Banks are a force in gold loans thanks to NBFCs

After the economic devastation caused by two waves of the pandemic, India’s news media have published several stories about how people in distress are pledging their gold jewellery. There was a report published by a leading national daily that particularly caught my attention. It was titled “As lockdown eases, gold loan demand in Tamil Nadu expected to rise,” and it talked about a woman named Rajalakshmi, who worked as a domestic help in two houses in Chennai before the pandemic. worked as. Then she lost her job as people turned away from maids working in the house or outsiders entering the house. Her husband, who worked as a cook in a small restaurant, had the same fate. Her daughter’s school and her son’s college fees were owed, and her savings were not enough, she mortgaged her five sovereigns of gold, which she had saved over the past four years.

Here comes the part that really made me stand out. For her gold loan, Rajalakshmi did not go to one of the renowned gold loan focused Non-Banking Financial Companies (NBFCs) but to a public sector bank. The manager of the bank was also quoted in the story as saying that during pre-covid times 5-7 people used to walk into the bank every month to pledge gold, but now almost every day customers were coming to ask for gold loans. Obviously, the gold loan business in the bank was going very well.

Rise of Banks in Gold Loans: As per the latest monthly data from Reserve Bank of India (RBI), the outstanding gold loans given by banks were on the sectoral deployment of bank credit. 62,221 crore as on 30 June 2021 as compared to 34,267 crore a year ago, which is a jump of over 80% in just one year. (In June 2019, it was on) 25,405 crore.) These figures speak for themselves and it cannot be denied that in the last 3 to 4 years, the banking sector has emerged as a force to reckon with in gold loans. Should this worry NBFCs focused on gold loans? off course not. In fact, as the head of one such NBFC, we welcome the rise of banks in gold lending, believing that their path was indeed paved by gold loan NBFCs. How this happened is a story worth telling.

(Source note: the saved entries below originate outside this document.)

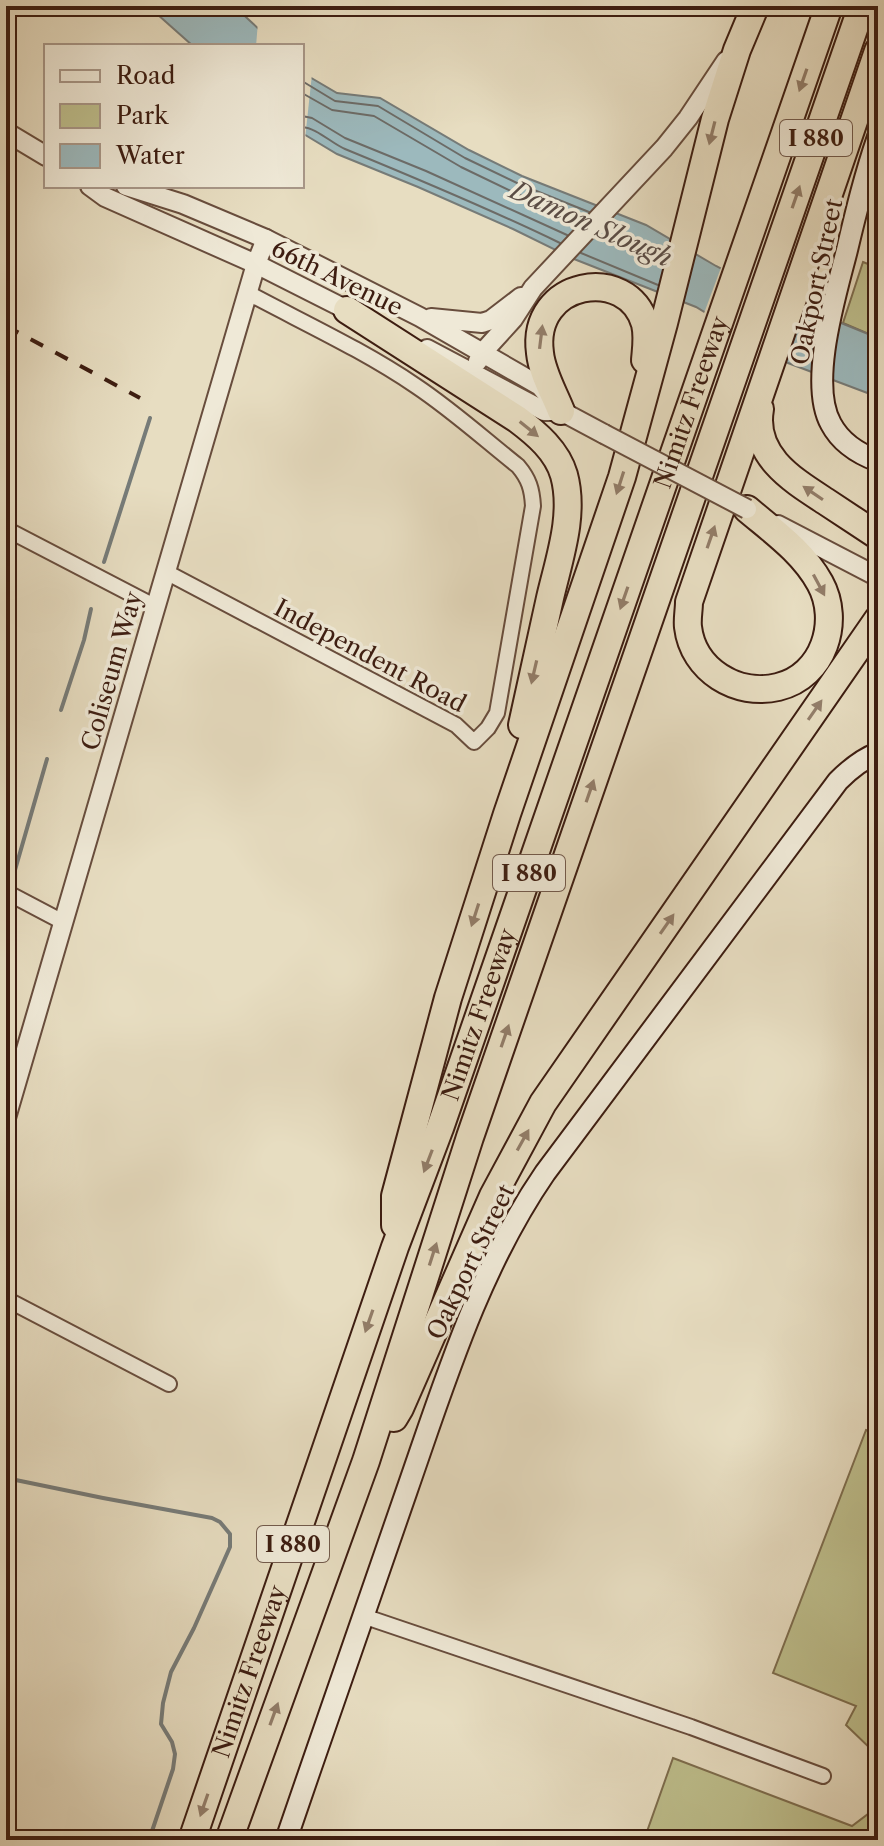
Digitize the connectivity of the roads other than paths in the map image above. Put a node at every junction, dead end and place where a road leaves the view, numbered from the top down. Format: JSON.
{"nodes":[{"id":1,"x":756,"y":6,"type":"edge"},
{"id":2,"x":829,"y":6,"type":"edge"},
{"id":3,"x":862,"y":6,"type":"edge"},
{"id":4,"x":878,"y":51,"type":"edge"},
{"id":5,"x":6,"y":132,"type":"edge"},
{"id":6,"x":878,"y":137,"type":"edge"},
{"id":7,"x":44,"y":155,"type":"edge"},
{"id":8,"x":93,"y":188,"type":"edge"},
{"id":9,"x":132,"y":188,"type":"edge"},
{"id":10,"x":266,"y":239,"type":"junction"},
{"id":11,"x":256,"y":264,"type":"junction"},
{"id":12,"x":533,"y":288,"type":"junction"},
{"id":13,"x":248,"y":293,"type":"junction"},
{"id":14,"x":347,"y":310,"type":"junction"},
{"id":15,"x":420,"y":317,"type":"junction"},
{"id":16,"x":483,"y":352,"type":"junction"},
{"id":17,"x":473,"y":372,"type":"junction"},
{"id":18,"x":767,"y":374,"type":"junction"},
{"id":19,"x":642,"y":408,"type":"junction"},
{"id":20,"x":561,"y":411,"type":"junction"},
{"id":21,"x":878,"y":461,"type":"edge"},
{"id":22,"x":747,"y":509,"type":"junction"},
{"id":23,"x":6,"y":529,"type":"edge"},
{"id":24,"x":878,"y":536,"type":"edge"},
{"id":25,"x":166,"y":572,"type":"junction"},
{"id":26,"x":878,"y":577,"type":"edge"},
{"id":27,"x":156,"y":607,"type":"junction"},
{"id":28,"x":878,"y":619,"type":"edge"},
{"id":29,"x":878,"y":753,"type":"edge"},
{"id":30,"x":507,"y":814,"type":"junction"},
{"id":31,"x":6,"y":892,"type":"edge"},
{"id":32,"x":63,"y":922,"type":"junction"},
{"id":33,"x":6,"y":1118,"type":"edge"},
{"id":34,"x":395,"y":1247,"type":"junction"},
{"id":35,"x":6,"y":1299,"type":"edge"},
{"id":36,"x":169,"y":1384,"type":"dead end"},
{"id":37,"x":366,"y":1461,"type":"junction"},
{"id":38,"x":363,"y":1616,"type":"junction"},
{"id":39,"x":823,"y":1776,"type":"dead end"},
{"id":40,"x":192,"y":1840,"type":"edge"},
{"id":41,"x":229,"y":1840,"type":"edge"},
{"id":42,"x":286,"y":1840,"type":"edge"}],
"edges":[{"from":1,"to":12,"type":"street"},
{"from":1,"to":19,"type":"highway","one_way":true},
{"from":2,"to":34,"type":"highway","name":"Nimitz Freeway","number":"I 880","one_way":true},
{"from":37,"to":3,"type":"highway","name":"Nimitz Freeway","number":"I 880","one_way":true},
{"from":4,"to":18,"type":"highway"},
{"from":5,"to":7,"type":"street"},
{"from":6,"to":21,"type":"main road","name":"Oakport Street"},
{"from":8,"to":11,"type":"street","name":"66th Avenue"},
{"from":9,"to":10,"type":"street","name":"66th Avenue"},
{"from":10,"to":11,"type":"street","name":"Coliseum Way"},
{"from":10,"to":15,"type":"street","name":"66th Avenue"},
{"from":11,"to":13,"type":"street","name":"Coliseum Way"},
{"from":11,"to":14,"type":"street","name":"66th Avenue"},
{"from":12,"to":15,"type":"street"},
{"from":12,"to":16,"type":"street"},
{"from":13,"to":25,"type":"street","name":"Coliseum Way"},
{"from":13,"to":25,"type":"street","name":"Independent Road"},
{"from":14,"to":17,"type":"street","name":"66th Avenue"},
{"from":14,"to":30,"type":"highway","one_way":true},
{"from":15,"to":16,"type":"street","name":"66th Avenue"},
{"from":16,"to":17,"type":"street"},
{"from":16,"to":20,"type":"street","name":"66th Avenue"},
{"from":17,"to":20,"type":"street","name":"66th Avenue"},
{"from":22,"to":18,"type":"highway","one_way":true},
{"from":24,"to":18,"type":"highway","one_way":true},
{"from":20,"to":19,"type":"highway","one_way":true},
{"from":19,"to":30,"type":"highway","one_way":true},
{"from":20,"to":22,"type":"street","name":"66th Avenue","bridge":true},
{"from":22,"to":26,"type":"street","name":"66th Avenue"},
{"from":23,"to":27,"type":"street"},
{"from":25,"to":27,"type":"street","name":"Coliseum Way"},
{"from":27,"to":32,"type":"street","name":"Coliseum Way"},
{"from":37,"to":28,"type":"highway","one_way":true},
{"from":29,"to":38,"type":"main road","name":"Oakport Street"},
{"from":30,"to":34,"type":"highway","one_way":true},
{"from":31,"to":32,"type":"street"},
{"from":32,"to":33,"type":"street","name":"Coliseum Way"},
{"from":34,"to":40,"type":"highway","name":"Nimitz Freeway","number":"I 880","one_way":true},
{"from":35,"to":36,"type":"street"},
{"from":41,"to":37,"type":"highway","name":"Nimitz Freeway","number":"I 880","one_way":true},
{"from":38,"to":39,"type":"street"},
{"from":38,"to":42,"type":"main road","name":"Oakport Street"}]}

Gold loans in India have been in existence since ages, carried out by moneylenders and moneylenders working in the streets and by-lanes across the country. It was an obscure world untouched by rules where acrimonious practices were the norm, including usury interest rates. It was the entry of NBFCs with gold loans into the business that changed the dynamics of this business, by bringing in technology and modern management methods and rapidly expanding into rural and semi-urban areas.

Gold Loan is a unique business model of NBFCs, which finances small and marginal borrowers with instant loans. Yes, this cost is higher than the charges levied by the banks. But then, these are people who rarely have a regular source of income or documentary evidence to prove their creditworthiness. Without a valid credit score, they face many hurdles in getting loans from banks. With the high interest rates of local moneylenders as a reference, the gold loan deal offered by NBFCs was a compelling proposition in contrast. As they became regular borrowers in gold loan NBFCs, they developed a credit culture and built a credit history, which enabled them to grow and get access to banks in a reasonable amount of time.

It was also a profound insight given by management guru late CK Prahlad in his acclaimed 2004 book: The Bottom of the Pyramid. luck at the bottom of the pyramid. Writing about how the poor suffer when they lack access to viable sources of credit, he said, “Credit is often unavailable, or is available only from local moneylenders who earn more than 10 per day Interest is charged at 15%. Interest rates of 1,000-2,000 percent per annum are not uncommon. Lucky small-scale entrepreneurs who get a loan from a non-profit microfinance institution still pay 40-70 percent interest per year – which would be considered illegal in most developed countries.”

He then poses a question, “Isn’t the ability of someone with shaky wages at the bottom of the pyramid to get a loan at 20 percent instead of a 300 percent income improvement?” As he explains, poverty alleviation is about improving the disposable income of households by reducing the cost of services, improving its quality, and thus giving them more time to do productive work. When a marginal borrower approaches a gold loan NBFC for a small ticket loan, he walks away with the money in a matter of minutes and can then go about his day to day work. As with any other loan, he will have to submit several documents and take several rounds to complete the approval process, which will cost the opportunity cost of a day or two of lost salary, or more.

Today, if we see that banks are rapidly increasing their gold loan book, it is no small measure for the continued efforts of NBFCs with gold loans. Over the past two decades, they have been instrumental in pulling millions of marginal borrowers into the formal sector. However, the work is not over yet as unorganized moneylenders still dominate two-thirds of the gold loan market. This is why NBFCs with gold loans deserve all the incentives from policy makers to pave the way for institutional lenders to capture market share from unorganized lenders. Ultimately we need many more examples like Rajalakshmi.

VP Nandakumar is the Managing Director and Chief Executive Officer of Manappuram Finance Limited.